Pass-the-Ticket

Definition

Pass-the-Ticket (PtT) is a post-exploitation lateral movement technique where an attacker steals a valid Kerberos ticket from a compromised system and uses it to authenticate to other services without knowing the user's password. The stolen ticket, either a Ticket Granting Ticket (TGT) or a Ticket Granting Service (TGS) ticket, is injected into the attacker's session to impersonate the legitimate user across the network.

How It Works

The attacker gains access to a system and uses tools like Mimikatz or Rubeus to extract Kerberos tickets from memory. TGTs stored in the LSASS process are particularly valuable because they can be used to request TGS tickets for any service the user has access to. The attacker exports the ticket and imports it into their own session on a different machine, effectively assuming the identity of the compromised user.

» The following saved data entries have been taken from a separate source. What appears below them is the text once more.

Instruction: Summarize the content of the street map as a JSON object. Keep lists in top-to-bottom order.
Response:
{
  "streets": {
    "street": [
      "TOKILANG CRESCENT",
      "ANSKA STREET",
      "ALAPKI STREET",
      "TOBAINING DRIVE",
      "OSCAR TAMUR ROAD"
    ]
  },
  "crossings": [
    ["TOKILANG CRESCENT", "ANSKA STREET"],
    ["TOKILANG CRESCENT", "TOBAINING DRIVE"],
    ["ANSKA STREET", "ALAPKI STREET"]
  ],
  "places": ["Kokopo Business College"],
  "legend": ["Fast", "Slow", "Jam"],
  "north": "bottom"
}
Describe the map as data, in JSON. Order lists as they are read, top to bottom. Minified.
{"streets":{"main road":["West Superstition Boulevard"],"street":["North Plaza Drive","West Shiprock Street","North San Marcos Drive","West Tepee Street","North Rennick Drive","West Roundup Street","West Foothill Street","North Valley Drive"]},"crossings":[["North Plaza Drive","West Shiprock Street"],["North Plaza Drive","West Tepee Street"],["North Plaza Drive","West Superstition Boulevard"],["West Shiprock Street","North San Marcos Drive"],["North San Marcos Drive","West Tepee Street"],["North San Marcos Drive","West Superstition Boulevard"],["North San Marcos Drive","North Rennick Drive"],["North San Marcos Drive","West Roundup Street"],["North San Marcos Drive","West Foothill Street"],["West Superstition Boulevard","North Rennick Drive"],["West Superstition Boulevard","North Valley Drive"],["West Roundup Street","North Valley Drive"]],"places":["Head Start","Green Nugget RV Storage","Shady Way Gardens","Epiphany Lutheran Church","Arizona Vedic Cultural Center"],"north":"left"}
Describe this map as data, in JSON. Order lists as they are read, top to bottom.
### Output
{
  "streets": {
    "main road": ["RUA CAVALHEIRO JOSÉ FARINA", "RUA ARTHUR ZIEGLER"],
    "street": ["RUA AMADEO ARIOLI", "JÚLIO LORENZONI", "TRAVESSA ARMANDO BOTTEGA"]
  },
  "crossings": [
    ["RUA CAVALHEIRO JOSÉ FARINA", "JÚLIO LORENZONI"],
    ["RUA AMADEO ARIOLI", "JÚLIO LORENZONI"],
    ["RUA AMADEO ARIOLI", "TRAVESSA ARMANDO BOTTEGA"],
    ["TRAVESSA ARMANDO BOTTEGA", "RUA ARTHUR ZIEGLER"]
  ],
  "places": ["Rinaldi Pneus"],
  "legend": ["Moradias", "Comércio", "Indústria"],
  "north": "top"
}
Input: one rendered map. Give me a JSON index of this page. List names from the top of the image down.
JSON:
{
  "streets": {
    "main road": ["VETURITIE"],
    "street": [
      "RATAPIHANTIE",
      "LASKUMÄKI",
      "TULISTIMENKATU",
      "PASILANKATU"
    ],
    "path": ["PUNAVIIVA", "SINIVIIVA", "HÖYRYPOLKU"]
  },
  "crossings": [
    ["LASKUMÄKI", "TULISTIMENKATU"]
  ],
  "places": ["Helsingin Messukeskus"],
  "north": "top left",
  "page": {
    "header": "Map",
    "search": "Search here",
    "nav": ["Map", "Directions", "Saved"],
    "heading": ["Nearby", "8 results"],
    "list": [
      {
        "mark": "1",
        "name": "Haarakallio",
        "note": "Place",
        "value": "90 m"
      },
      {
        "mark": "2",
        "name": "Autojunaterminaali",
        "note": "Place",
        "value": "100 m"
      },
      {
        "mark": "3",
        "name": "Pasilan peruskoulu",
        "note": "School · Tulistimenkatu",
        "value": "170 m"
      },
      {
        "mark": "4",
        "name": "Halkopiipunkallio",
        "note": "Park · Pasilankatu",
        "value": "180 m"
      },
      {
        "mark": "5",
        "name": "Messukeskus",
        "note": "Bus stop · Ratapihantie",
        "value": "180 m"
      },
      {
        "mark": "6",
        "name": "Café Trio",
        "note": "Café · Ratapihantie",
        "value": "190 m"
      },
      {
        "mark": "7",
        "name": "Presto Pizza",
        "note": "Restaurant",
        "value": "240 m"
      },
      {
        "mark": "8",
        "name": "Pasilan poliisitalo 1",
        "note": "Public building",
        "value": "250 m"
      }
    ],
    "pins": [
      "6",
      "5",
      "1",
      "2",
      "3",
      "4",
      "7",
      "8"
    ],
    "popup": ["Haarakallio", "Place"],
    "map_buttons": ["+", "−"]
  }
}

With a stolen TGT from a domain administrator, the attacker can request service tickets for any resource in the domain. Unlike Pass-the-Hash, this technique works in environments that have disabled NTLM authentication, because it operates entirely within the Kerberos protocol. The tickets remain valid until they expire, typically within 10 hours for TGTs.

Why It Matters

Pass-the-Ticket is a primary lateral movement technique in modern Active Directory attacks. It is effective even in hardened environments that have disabled NTLM authentication and enforced Kerberos-only policies. Detection requires monitoring for ticket usage anomalies such as tickets used from unexpected IP addresses or unusual service access patterns. Organizations should implement short ticket lifetimes, enable Kerberos armoring, use Protected Users security group for privileged accounts, deploy credential guard on endpoints, and monitor for suspicious ticket granting activity.